CAITI BLUES de Justine Harbonnier

Justine Harbonnier livre un portrait émouvant d’une jeune chanteuse dans un bled du Nouveau-Mexique, et interroge la complexité de s’intégrer dans une société où le passage à l’âge adulte semble être synonyme de renoncement. En salles ce 19 juillet.

Au début, on ne voit pas bien son visage. Cachée derrière de grandes lunettes de soleil, Caiti cède volontiers son identité aux grandes étendues du Nouveau-Mexique (lesquelles se reflètent, lumineuses, sur la vitre latérale de sa voiture).

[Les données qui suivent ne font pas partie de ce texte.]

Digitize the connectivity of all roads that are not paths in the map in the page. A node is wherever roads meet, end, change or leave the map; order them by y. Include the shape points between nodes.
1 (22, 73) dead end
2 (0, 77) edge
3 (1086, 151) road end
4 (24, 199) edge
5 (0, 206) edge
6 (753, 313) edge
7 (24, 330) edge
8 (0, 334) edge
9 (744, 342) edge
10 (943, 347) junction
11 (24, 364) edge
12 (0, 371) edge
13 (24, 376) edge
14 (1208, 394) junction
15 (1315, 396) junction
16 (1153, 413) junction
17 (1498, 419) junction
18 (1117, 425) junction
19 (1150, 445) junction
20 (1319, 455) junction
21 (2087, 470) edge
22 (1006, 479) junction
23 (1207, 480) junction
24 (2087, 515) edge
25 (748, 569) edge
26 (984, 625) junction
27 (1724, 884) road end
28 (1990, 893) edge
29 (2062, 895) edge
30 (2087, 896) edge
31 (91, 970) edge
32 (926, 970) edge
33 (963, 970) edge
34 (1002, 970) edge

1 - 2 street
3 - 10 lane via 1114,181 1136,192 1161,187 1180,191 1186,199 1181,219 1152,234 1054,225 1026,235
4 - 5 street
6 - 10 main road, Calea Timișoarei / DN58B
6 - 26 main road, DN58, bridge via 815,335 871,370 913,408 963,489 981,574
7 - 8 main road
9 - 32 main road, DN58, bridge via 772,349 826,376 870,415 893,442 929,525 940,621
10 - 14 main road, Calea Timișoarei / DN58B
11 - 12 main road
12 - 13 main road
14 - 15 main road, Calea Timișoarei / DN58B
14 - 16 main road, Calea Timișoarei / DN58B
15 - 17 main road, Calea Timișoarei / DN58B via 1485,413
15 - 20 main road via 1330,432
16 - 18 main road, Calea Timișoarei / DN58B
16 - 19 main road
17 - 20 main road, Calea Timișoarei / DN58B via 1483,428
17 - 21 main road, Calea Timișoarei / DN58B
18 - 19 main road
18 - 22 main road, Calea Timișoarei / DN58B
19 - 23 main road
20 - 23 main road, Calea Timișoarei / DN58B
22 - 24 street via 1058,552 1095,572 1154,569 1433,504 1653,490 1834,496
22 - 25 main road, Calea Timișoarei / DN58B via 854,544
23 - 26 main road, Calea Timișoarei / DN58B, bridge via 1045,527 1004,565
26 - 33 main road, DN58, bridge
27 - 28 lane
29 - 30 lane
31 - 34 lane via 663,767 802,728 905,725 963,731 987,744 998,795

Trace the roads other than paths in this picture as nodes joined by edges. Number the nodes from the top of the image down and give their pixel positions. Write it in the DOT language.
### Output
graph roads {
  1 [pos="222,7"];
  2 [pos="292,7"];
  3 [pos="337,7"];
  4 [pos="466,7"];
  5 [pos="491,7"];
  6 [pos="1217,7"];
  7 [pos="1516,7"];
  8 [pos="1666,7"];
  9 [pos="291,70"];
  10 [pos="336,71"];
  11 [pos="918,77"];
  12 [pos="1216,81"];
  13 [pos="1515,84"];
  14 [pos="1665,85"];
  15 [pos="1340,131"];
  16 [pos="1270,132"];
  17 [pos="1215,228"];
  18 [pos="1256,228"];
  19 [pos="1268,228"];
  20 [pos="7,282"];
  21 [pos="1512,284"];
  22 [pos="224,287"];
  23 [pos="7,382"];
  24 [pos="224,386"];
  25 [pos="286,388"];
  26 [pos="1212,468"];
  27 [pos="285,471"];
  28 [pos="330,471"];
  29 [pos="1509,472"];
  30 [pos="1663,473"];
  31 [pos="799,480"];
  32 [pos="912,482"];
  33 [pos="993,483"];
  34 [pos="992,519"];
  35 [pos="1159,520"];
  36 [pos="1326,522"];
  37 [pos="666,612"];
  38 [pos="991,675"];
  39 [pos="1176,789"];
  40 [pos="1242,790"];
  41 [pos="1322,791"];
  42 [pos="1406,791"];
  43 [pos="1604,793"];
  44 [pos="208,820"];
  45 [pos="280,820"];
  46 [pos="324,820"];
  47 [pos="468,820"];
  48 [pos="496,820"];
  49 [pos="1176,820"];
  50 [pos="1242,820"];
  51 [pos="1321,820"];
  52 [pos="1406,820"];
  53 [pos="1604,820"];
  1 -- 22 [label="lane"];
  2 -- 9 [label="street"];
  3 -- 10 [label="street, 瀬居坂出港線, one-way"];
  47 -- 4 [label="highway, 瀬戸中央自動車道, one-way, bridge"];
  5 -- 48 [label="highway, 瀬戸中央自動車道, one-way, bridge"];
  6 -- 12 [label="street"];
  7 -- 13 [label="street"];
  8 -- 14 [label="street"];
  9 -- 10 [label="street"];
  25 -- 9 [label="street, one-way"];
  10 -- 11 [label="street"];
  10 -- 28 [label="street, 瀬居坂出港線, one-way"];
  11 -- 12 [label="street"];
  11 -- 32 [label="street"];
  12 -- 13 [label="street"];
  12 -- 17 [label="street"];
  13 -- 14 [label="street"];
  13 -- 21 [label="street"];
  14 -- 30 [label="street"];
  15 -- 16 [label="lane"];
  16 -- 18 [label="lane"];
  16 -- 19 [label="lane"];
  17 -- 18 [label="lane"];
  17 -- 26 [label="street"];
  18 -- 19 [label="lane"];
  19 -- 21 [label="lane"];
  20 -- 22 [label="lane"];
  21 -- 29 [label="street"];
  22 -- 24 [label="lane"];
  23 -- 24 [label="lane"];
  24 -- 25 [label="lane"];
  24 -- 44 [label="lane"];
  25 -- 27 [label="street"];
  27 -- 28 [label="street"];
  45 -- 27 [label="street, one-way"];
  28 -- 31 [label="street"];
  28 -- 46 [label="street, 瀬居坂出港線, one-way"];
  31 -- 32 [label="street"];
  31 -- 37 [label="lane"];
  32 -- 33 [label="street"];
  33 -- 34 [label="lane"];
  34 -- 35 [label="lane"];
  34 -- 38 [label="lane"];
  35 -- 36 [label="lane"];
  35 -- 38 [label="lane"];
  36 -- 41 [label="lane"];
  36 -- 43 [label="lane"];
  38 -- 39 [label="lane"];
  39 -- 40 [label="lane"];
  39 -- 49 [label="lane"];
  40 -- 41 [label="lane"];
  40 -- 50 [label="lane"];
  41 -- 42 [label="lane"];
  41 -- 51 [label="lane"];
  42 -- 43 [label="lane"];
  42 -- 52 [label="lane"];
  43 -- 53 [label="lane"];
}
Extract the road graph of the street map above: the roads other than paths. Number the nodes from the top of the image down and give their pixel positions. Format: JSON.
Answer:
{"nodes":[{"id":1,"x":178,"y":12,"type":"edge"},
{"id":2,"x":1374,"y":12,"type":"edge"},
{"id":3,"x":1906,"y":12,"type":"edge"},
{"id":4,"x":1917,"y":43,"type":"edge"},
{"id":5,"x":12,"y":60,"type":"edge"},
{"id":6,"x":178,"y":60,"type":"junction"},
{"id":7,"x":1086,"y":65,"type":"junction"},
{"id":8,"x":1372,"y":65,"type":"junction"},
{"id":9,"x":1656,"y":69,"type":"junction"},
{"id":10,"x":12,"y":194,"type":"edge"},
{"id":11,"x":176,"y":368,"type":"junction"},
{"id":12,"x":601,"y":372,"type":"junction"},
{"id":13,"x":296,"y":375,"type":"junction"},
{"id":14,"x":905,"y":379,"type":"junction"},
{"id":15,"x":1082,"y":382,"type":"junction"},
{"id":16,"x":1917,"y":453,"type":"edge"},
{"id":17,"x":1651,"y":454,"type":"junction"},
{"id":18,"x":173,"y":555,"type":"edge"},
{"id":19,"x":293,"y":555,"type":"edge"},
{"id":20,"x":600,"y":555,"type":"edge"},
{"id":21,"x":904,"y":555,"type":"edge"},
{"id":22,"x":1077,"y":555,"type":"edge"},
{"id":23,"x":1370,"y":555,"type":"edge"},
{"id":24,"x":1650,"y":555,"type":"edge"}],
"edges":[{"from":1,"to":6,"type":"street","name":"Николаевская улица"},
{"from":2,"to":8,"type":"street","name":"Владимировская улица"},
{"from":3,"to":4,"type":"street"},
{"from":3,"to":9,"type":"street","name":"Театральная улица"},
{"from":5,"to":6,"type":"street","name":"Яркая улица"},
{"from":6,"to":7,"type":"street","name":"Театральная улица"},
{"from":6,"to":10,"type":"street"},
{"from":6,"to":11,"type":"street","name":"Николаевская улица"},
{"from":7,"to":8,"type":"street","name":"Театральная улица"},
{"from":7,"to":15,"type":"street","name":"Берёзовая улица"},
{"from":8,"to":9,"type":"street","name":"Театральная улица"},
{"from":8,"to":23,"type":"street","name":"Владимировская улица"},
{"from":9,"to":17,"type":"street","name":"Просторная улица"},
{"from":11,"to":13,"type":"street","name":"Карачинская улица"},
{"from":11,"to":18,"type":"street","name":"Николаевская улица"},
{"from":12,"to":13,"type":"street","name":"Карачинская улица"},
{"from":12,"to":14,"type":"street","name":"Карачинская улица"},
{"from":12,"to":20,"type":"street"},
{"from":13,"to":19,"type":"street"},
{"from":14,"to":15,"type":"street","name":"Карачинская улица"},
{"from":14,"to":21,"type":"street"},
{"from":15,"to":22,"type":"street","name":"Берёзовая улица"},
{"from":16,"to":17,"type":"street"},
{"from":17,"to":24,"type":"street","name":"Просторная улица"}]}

Ce n’est qu’une fois libérée d’un mal invisible, par une rebouteuse à laquelle Caiti rend visite, que la caméra s’autorise à nous révéler le visage de la jeune femme, soulagée et soudain plus vivante, prête à affronter le monde. Si le film de Justine Harbonnier démarre avec l’idée d’une renaissance, l’enjeu n’est pas pour autant ici de faire croire à la magie d’un mal uniquement combattu par des pouvoirs magnétiques. À presque 30 ans, Caiti bouillonne de se réinventer et de se consacrer à la musique. Quand elle n’est pas assignée au bar où elle travaille (et dont le maigre salaire lui permet seulement d’éponger la dette cumulée pour son prêt étudiant), elle tient une émission de radio et compose des morceaux qu’elle chante le plus souvent pour elle-même avec sa guitare, dans une pittoresque maison-cabane au bord de la Turquoise Trail. Son rêve : chanter à plein temps devant un public, avec la même insouciance qu’elle injectait dans les spectacles d’école de son enfance.

Caiti blues (2023)

America!
Le documentaire intègre de nombreux passages filmés avec le caméscope familial, dans lesquels Caiti se met en scène chez elle avec ses poupées Bratz, quand ce n’est pas sa mère qui la filme en train de chanter ou de faire le tour commenté du jardin. Des bribes de l’Amérique des années 2000 émergent à travers ces images et les souvenirs énoncés en voix off. Caiti évoque ses joies passées mais aussi leur point de bascule, la chape de plomb qui s’abat sur le pays lors de l’attaque du World Trade Center, son insouciance envolée, les infos saturées et l’instinct de survie qui pousse sa mère à ranger les téléviseurs dans l’armoire… « Tout est parti en vrille. » Aux remémorations chargées, Harbonnier offre les paysages de Madrid (la petite ville où vit Caiti, pas la capitale de l’Espagne) comme autant de contrepoints méditatifs. On ne se lasse pas de ce surcadrage dans la station radio, au milieu duquel Caiti parle au micro face à une grande baie vitrée donnant sur les hauts plateaux désertiques. Le 4/3 resserre l’horizon d’un cadre qui étend à perte de vue les possibles, dans un face-à-face presque psychanalytique entre Caiti et le désert, aussi vaste qu’aride et suffocant.

Can’t stay Can’t leave
I just need to breathe

Des paroles de chansons écrites par Caiti chapitrent le film sous forme d’intertitres. Les mots s’incorporent au langage filmique et reprennent l’esthétique vidéo du caméscope, construisant une passerelle entre les images d’enfance de Caiti et celles de la cinéaste. C’est un portrait à la fois pudique et sans fard, filmé au saut du lit jusque derrière le comptoir du bar, avec en sourdine la folie trumpienne qui agite les esprits. Le documentaire dépeint le quotidien de la jeune yankee (telle qu’elle se définit elle-même aux clients du bar, comme pour s’excuser de chercher sa place en dehors de New York) dans un mouvement de balancier porteur d’espoir. Car si le montage alterne des moments de sociabilisation heureuse avec d’autres plus teintés d’angoisse et de solitude, le rire optimiste de Caiti succède néanmoins toujours aux heures de découragement. Ainsi, quand la promesse d’un entretien d’embauche apparaît tel un phare dans la brume, Caiti tient la barre, encore et toujours déterminée à forcer le destin.